(Records shown begins)
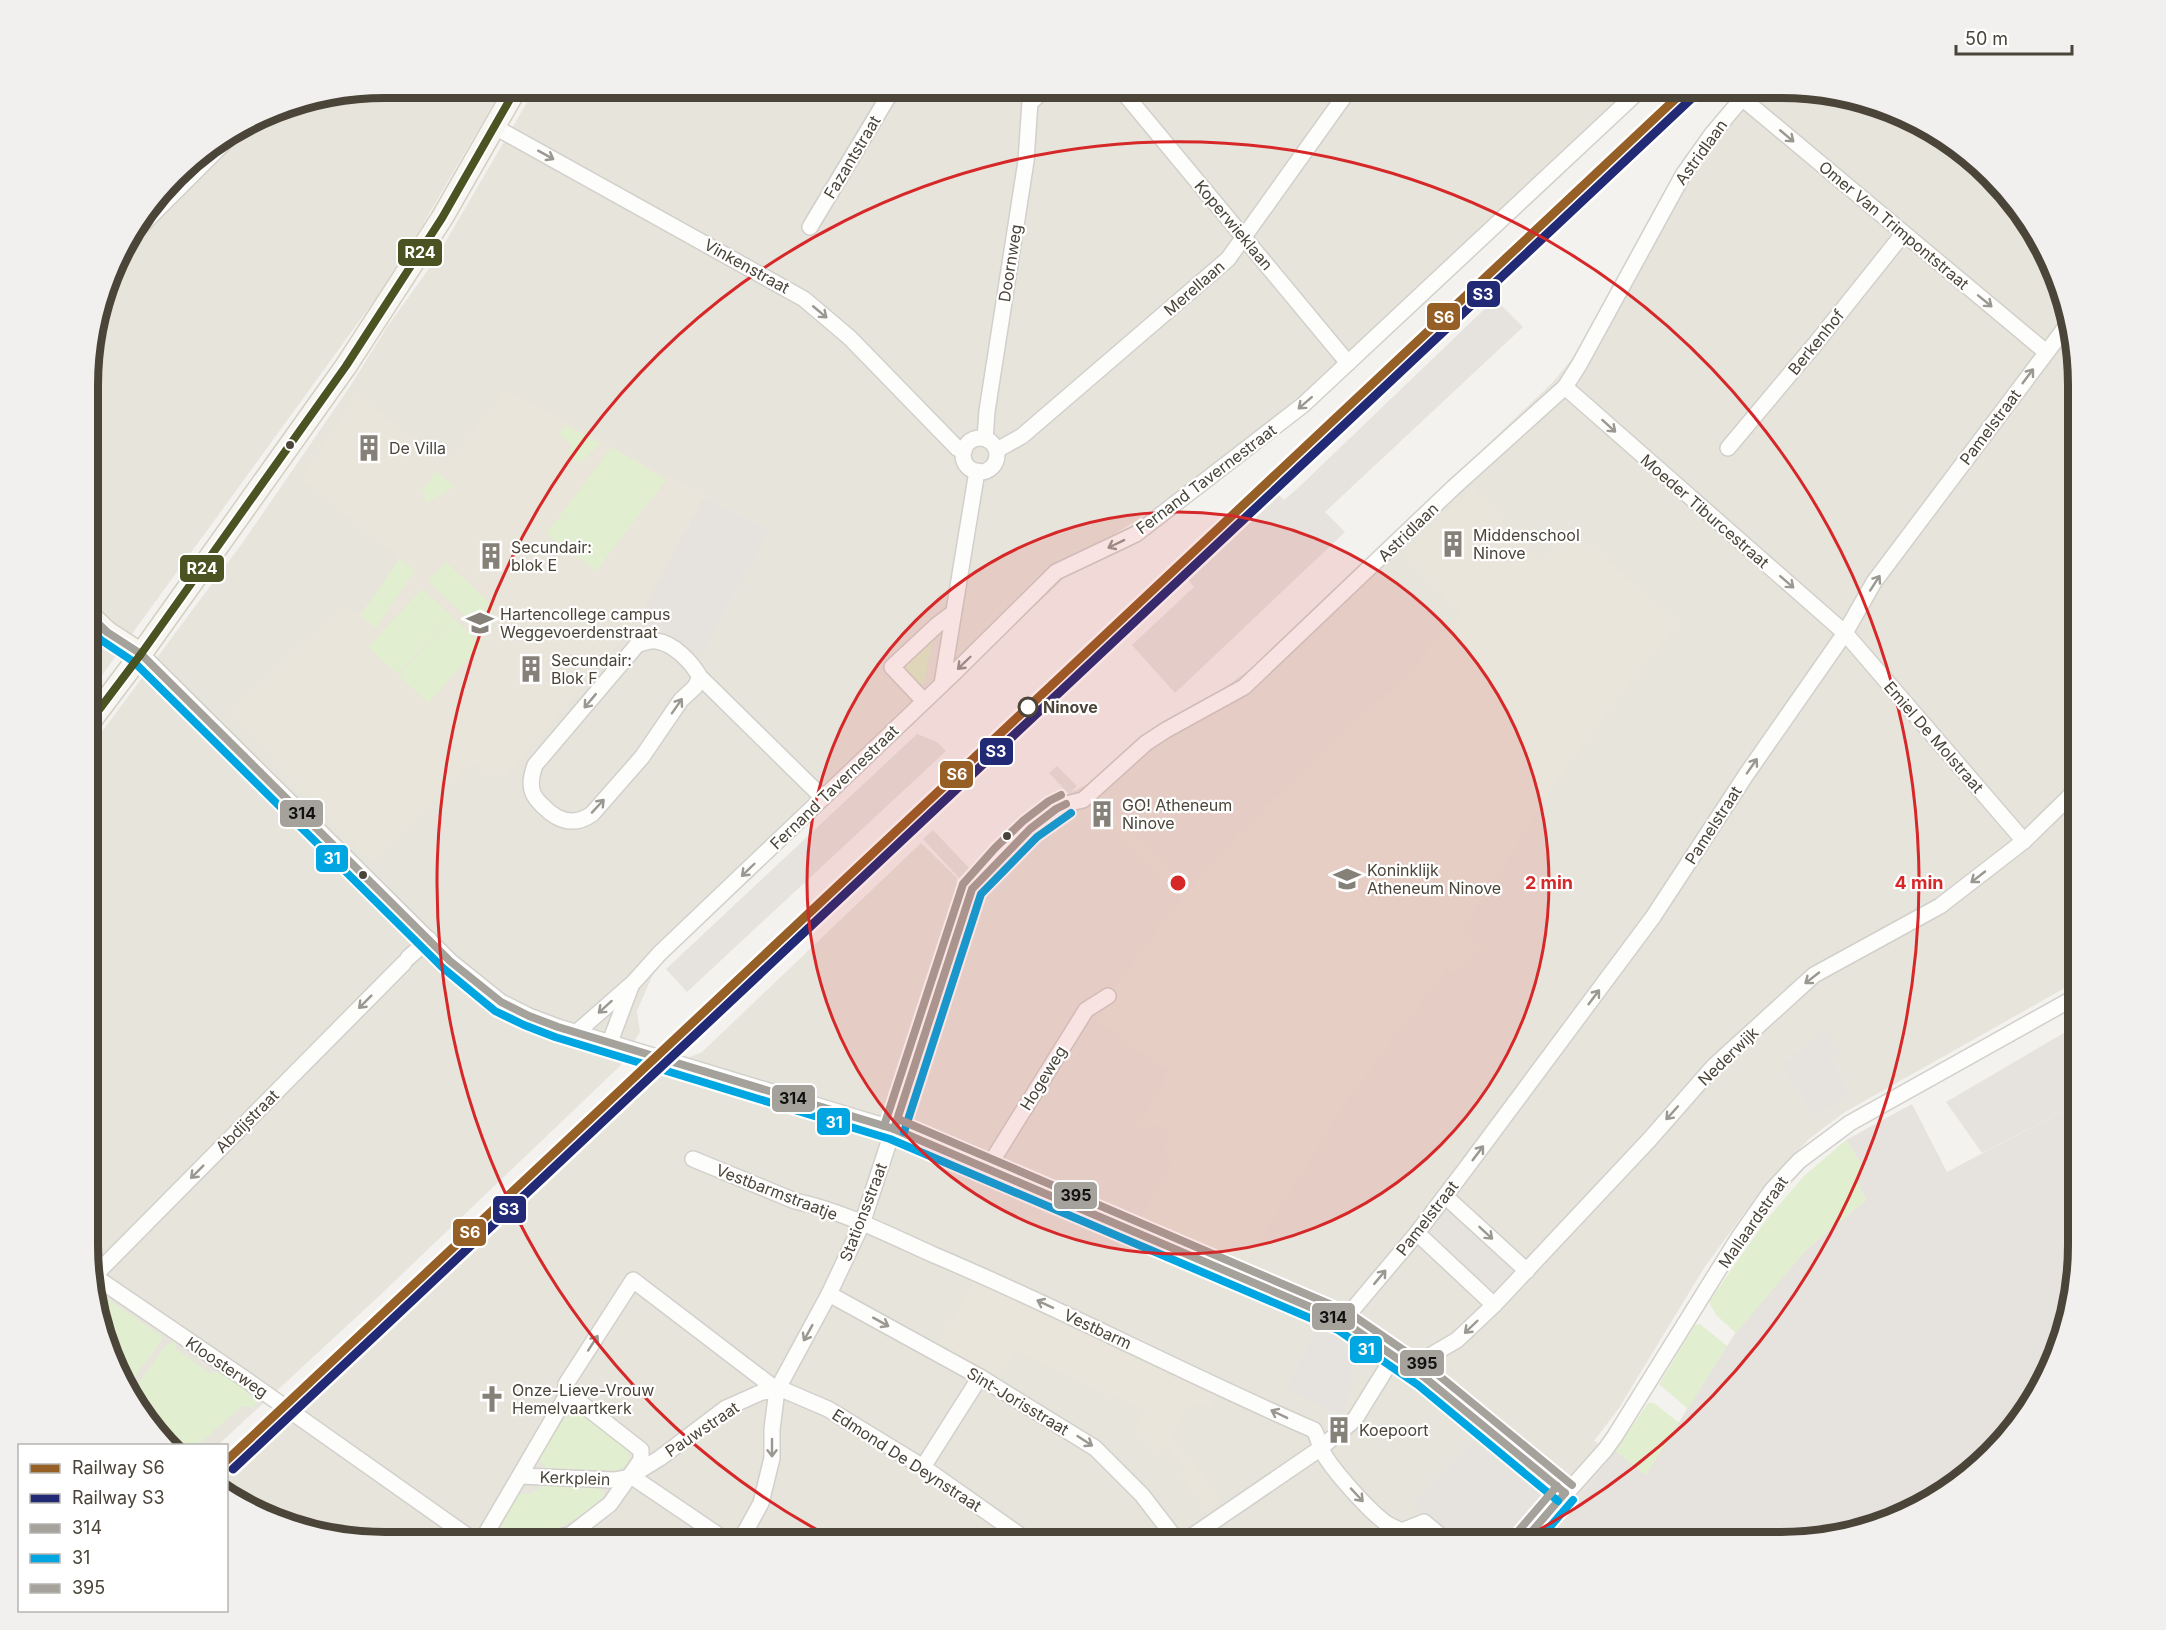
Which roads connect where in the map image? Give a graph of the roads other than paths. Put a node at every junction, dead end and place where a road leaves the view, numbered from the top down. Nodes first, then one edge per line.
1 (512, 97) edge
2 (888, 97) edge
3 (1031, 97) edge
4 (1127, 97) edge
5 (1344, 97) edge
6 (1632, 97) edge
7 (1744, 97) edge
8 (1751, 97) edge
9 (495, 127) junction
10 (210, 157) edge
11 (157, 210) edge
12 (810, 226) dead end
13 (1903, 234) junction
14 (1244, 236) junction
15 (2063, 330) edge
16 (2046, 352) junction
17 (1348, 363) junction
18 (1565, 387) junction
19 (985, 439) junction
20 (1728, 448) dead end
21 (997, 450) junction
22 (964, 451) junction
23 (977, 471) junction
24 (953, 613) junction
25 (98, 624) edge
26 (1845, 633) junction
27 (141, 654) junction
28 (700, 677) junction
29 (942, 684) junction
30 (924, 701) junction
31 (98, 711) edge
32 (823, 798) junction
33 (2068, 798) edge
34 (2024, 841) junction
35 (972, 889) joint
36 (429, 939) junction
37 (633, 982) junction
38 (1108, 996) dead end
39 (2068, 1001) edge
40 (577, 1032) junction
41 (610, 1042) junction
42 (894, 1129) junction
43 (693, 1159) dead end
44 (987, 1169) junction
45 (1445, 1196) junction
46 (862, 1224) junction
47 (1416, 1233) junction
48 (1527, 1271) junction
49 (99, 1272) edge
50 (100, 1283) edge
51 (829, 1294) junction
52 (1494, 1305) junction
53 (1343, 1322) junction
54 (1394, 1356) junction
55 (1409, 1368) junction
56 (980, 1377) junction
57 (777, 1390) junction
58 (568, 1393) junction
59 (1345, 1428) dead end
60 (1327, 1443) junction
61 (924, 1467) junction
62 (522, 1476) junction
63 (630, 1476) junction
64 (1565, 1493) junction
65 (462, 1532) edge
66 (487, 1532) edge
67 (574, 1532) edge
68 (714, 1532) edge
69 (745, 1532) edge
70 (1016, 1532) edge
71 (1171, 1532) edge
72 (1196, 1532) edge
73 (1436, 1532) edge
74 (1531, 1532) edge

1 - 9 main road
2 - 12 street, Fazantstraat
3 - 19 street, Doornweg
4 - 14 street, Koperwieklaan
5 - 14 street, Merellaan
6 - 17 street, Fernand Tavernestraat
7 - 18 street, Astridlaan
8 -> 13 street, Omer Van Trimpontstraat
9 -> 22 street, Vinkenstraat
9 - 27 main road
10 - 11 street
13 -> 16 street, Omer Van Trimpontstraat
13 - 20 street, Berkenhof
14 - 17 street, Koperwieklaan
14 - 21 street, Merellaan
15 - 16 street, Pamelstraat
26 -> 16 street, Pamelstraat
17 -> 29 street, Fernand Tavernestraat
18 -> 26 street, Moeder Tiburcestraat
18 - 35 street, Astridlaan
19 - 21 street
19 - 22 street
21 - 23 street
22 - 23 street
23 - 24 street
24 - 29 street
24 - 30 street
25 - 27 main road
26 - 34 street, Emiel De Molstraat
45 -> 26 street, Pamelstraat
27 - 31 main road
27 - 36 street
28 -> 28 street
28 - 32 street
29 - 30 street, Fernand Tavernestraat
30 - 32 street, Fernand Tavernestraat
32 -> 37 street, Fernand Tavernestraat
33 - 34 street, Nederwijk
34 -> 48 street, Nederwijk
35 - 42 street, Stationsstraat
36 - 40 street
36 -> 49 street, Abdijstraat
37 -> 40 street, Fernand Tavernestraat
37 - 41 street, Fernand Tavernestraat
38 - 44 street, Hogeweg
39 - 64 street, Mallaardstraat
40 - 41 street
41 - 42 street
42 - 44 street
42 - 46 street, Stationsstraat
43 - 46 street, Vestbarmstraatje
44 - 53 street
45 - 47 street, Pamelstraat
45 -> 48 street
46 - 51 street, Stationsstraat
60 -> 46 street, Vestbarm
47 - 52 street
53 -> 47 street, Pamelstraat
48 - 52 street, Nederwijk
50 - 65 street, Kloosterweg
51 -> 56 street, Sint-Jorisstraat
51 -> 57 street, Stationsstraat
52 -> 55 street, Nederwijk
53 - 54 street
54 - 55 street
54 - 59 street
55 - 64 street
56 - 61 street
56 -> 71 street, Sint-Jorisstraat
58 -> 57 street
57 - 61 street, Edmond De Deynstraat
57 - 63 street, Pauwstraat
57 -> 69 street
58 - 62 street, Kerkplein
58 - 63 street, Kerkplein
60 - 72 street
60 -> 73 street, Vestbarm
61 - 70 street, Edmond De Deynstraat
62 - 63 street, Kerkplein
62 - 66 street, Kerkplein
63 - 67 street, Kerkplein
63 - 68 street
64 - 74 street, Mallaardstraat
(Records shown ends)
== Your instructions ==
The lines sought are those in the data above that include the string "Astridlaan"; copy each one.

== Response below ==
7 - 18 street, Astridlaan
18 - 35 street, Astridlaan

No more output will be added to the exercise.